There is a thick layer of cocoa-rich chocolate atop a nutty base which has a great crunchy and chewy texture. How is it both crunch and chewy? Thanks to your good friend sugar glue (which I’m pretty sure has caramel hints in it!) It makes for a whole load of yum  yum and is MUCH better than just plain textureless chocolate. Though in this case, textureless can arguably be an advantage in that it’s very smooth.

The nuts provided an extra layer of sugary crunchiness on top and are just so fun to pop into your mouth. Nice touch.

That Iranian fig? Not sure what its role is meant to be…it looks very lonely off to the left. Oh well, I quickly solved that problem by eating it, where it can join the rest of its sweet brethren :P
Yeah that’s kind of disgusting. Oops.

Anyways, I’m overall satisfied with this dessert, though it was really just a whole plate of sweet which might be a bit strong to many. The dessert wine certainly does not make it any better.
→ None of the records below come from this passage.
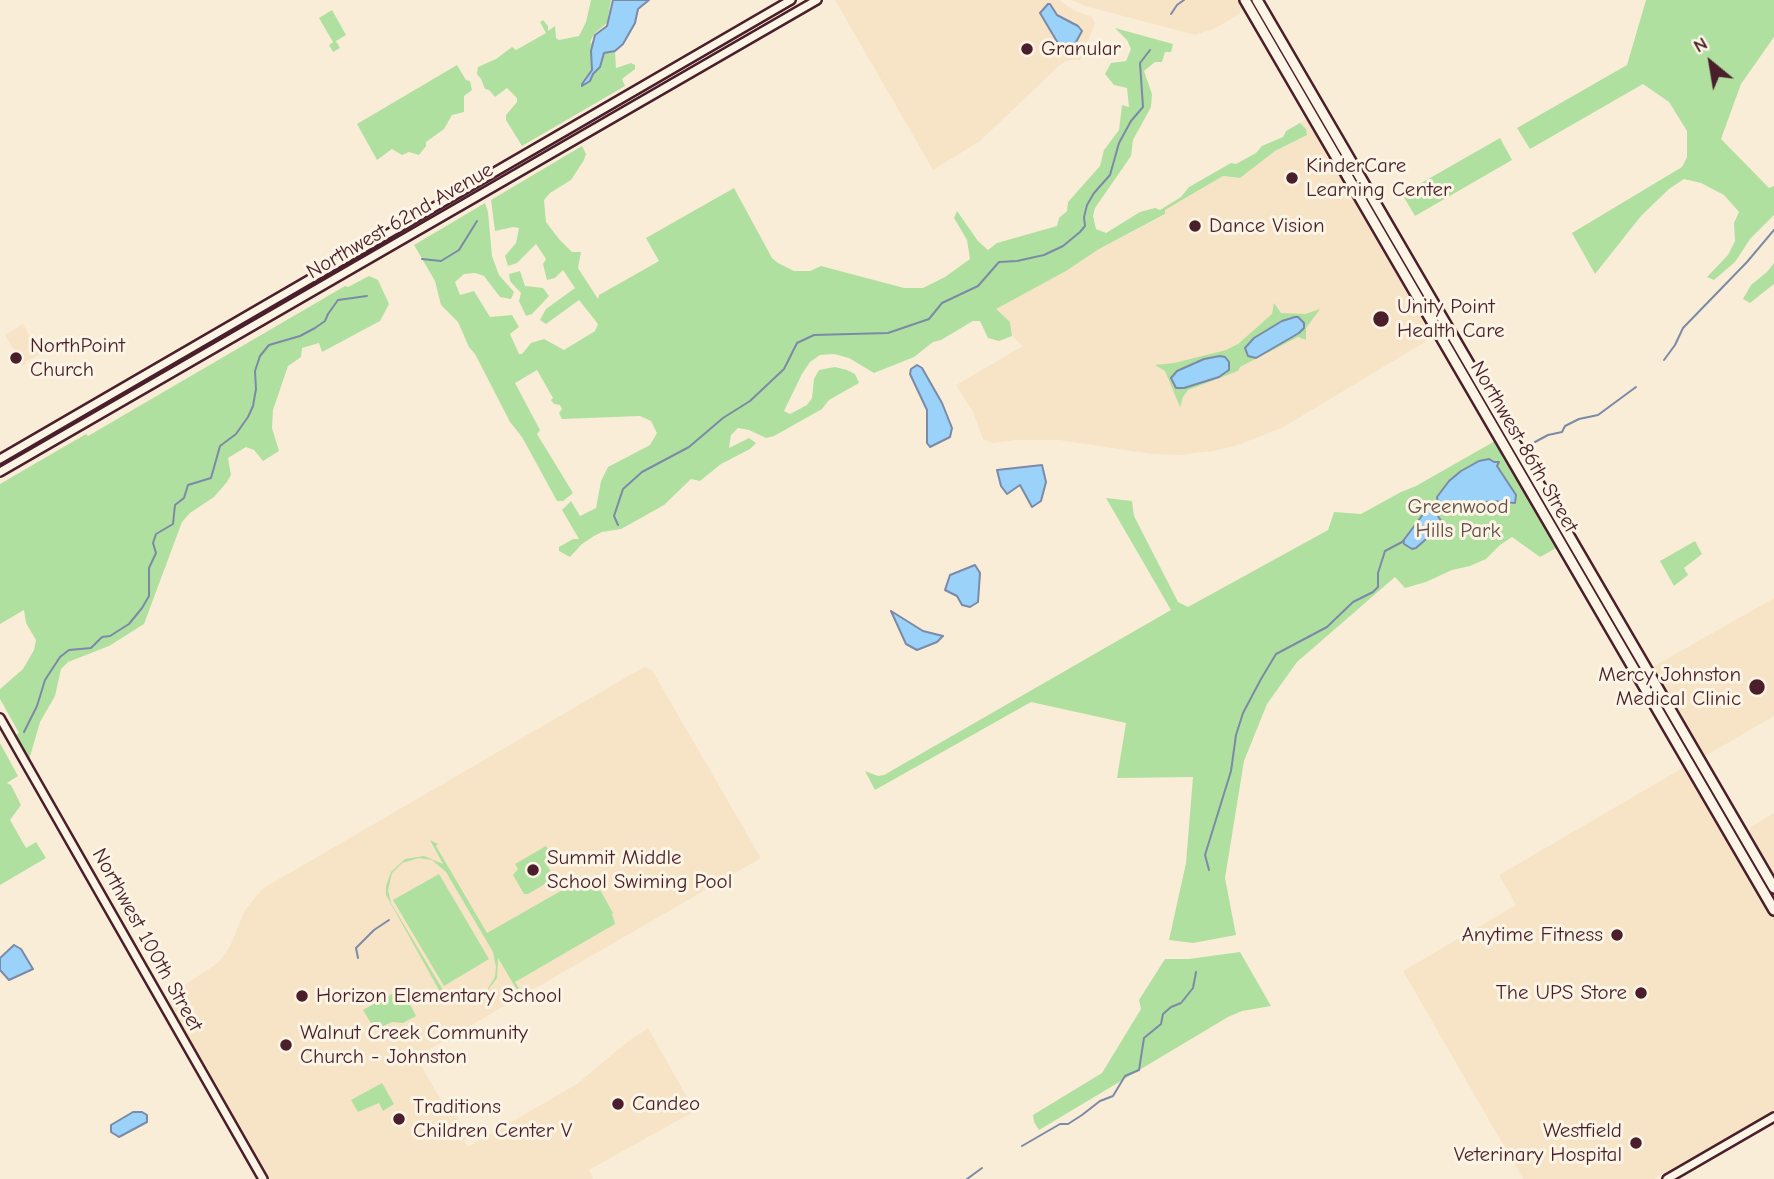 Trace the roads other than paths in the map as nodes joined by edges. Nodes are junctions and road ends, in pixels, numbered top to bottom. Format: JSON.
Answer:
{"nodes":[{"id":1,"x":791,"y":0,"type":"edge"},
{"id":2,"x":817,"y":0,"type":"edge"},
{"id":3,"x":1245,"y":0,"type":"edge"},
{"id":4,"x":1257,"y":0,"type":"edge"},
{"id":5,"x":0,"y":459,"type":"edge"},
{"id":6,"x":0,"y":472,"type":"edge"},
{"id":7,"x":0,"y":718,"type":"edge"},
{"id":8,"x":1774,"y":888,"type":"edge"},
{"id":9,"x":1774,"y":910,"type":"edge"},
{"id":10,"x":1774,"y":1117,"type":"edge"},
{"id":11,"x":263,"y":1179,"type":"edge"},
{"id":12,"x":1667,"y":1179,"type":"edge"}],
"edges":[{"from":1,"to":5,"type":"street","name":"Northwest 62nd Avenue"},
{"from":2,"to":6,"type":"street","name":"Northwest 62nd Avenue"},
{"from":3,"to":9,"type":"main road","name":"Northwest 86th Street"},
{"from":4,"to":8,"type":"main road","name":"Northwest 86th Street"},
{"from":7,"to":11,"type":"street","name":"Northwest 100th Street"},
{"from":10,"to":12,"type":"street"}]}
Seven Caesars out of ten – 7/10

Glass Brasserie on Urbanspoon

Sugar Hit #2 – Sheraton on the Park – Gallery Tea Lounge

Crave Sugar Hits 2012
Champagne chocolate marquise w/Crème anglaise & ground pistachios

I suspected Glass Brasserie might be a hard act to follow, especially as you’re competing on what is essentially chocolate. It’s not that the dessert was bad in itself, it just wasn’t particularly impressive.

The chocolate marquise goes through well, but doesn’t abound with any particularly noteworthy flavour. It gets forgotten rather quickly. The crème anglaise is actually the star – it adds a flavour dimension to the chocolate that just isn’t there if you had it by itself. It pretty much saved the dessert, actually. Rich, creamy and milky – it was the bomb.

Oh and the pistachios – they do actually matter in bringing some much-needed texture. Crunchy.

True chocolate lovers will probably find something to like (or might criticise it even more), but it’s a bit bland for general dessert-goers.

Five Caesars out of ten – 5/10

The Gallery Tea Lounge on Urbanspoon

Sugar Hit #3 – Azuma Chifley

Crave Sugar Hits 2012
Kawaii Panacotta w/brown sugar jelly, seasonal fruit face & buckweat soba noodle.
Yuzu sorbet w/popping sparkles

Well how about that, Azuma breaks the trend of focusing on chocolate and delves into a very “East meets West” theme. For the most part, I love it – it definitely is the most innovative sugar hit I’ve been to yet. Variety is key here and they’ve delivered in spades – I needed to take two photos to get everything!

Kawaii means “cute” in Japanese and you can see why they called it that – they arranged the fruit into a face! Awwwww. So unnecessary, but so…cute!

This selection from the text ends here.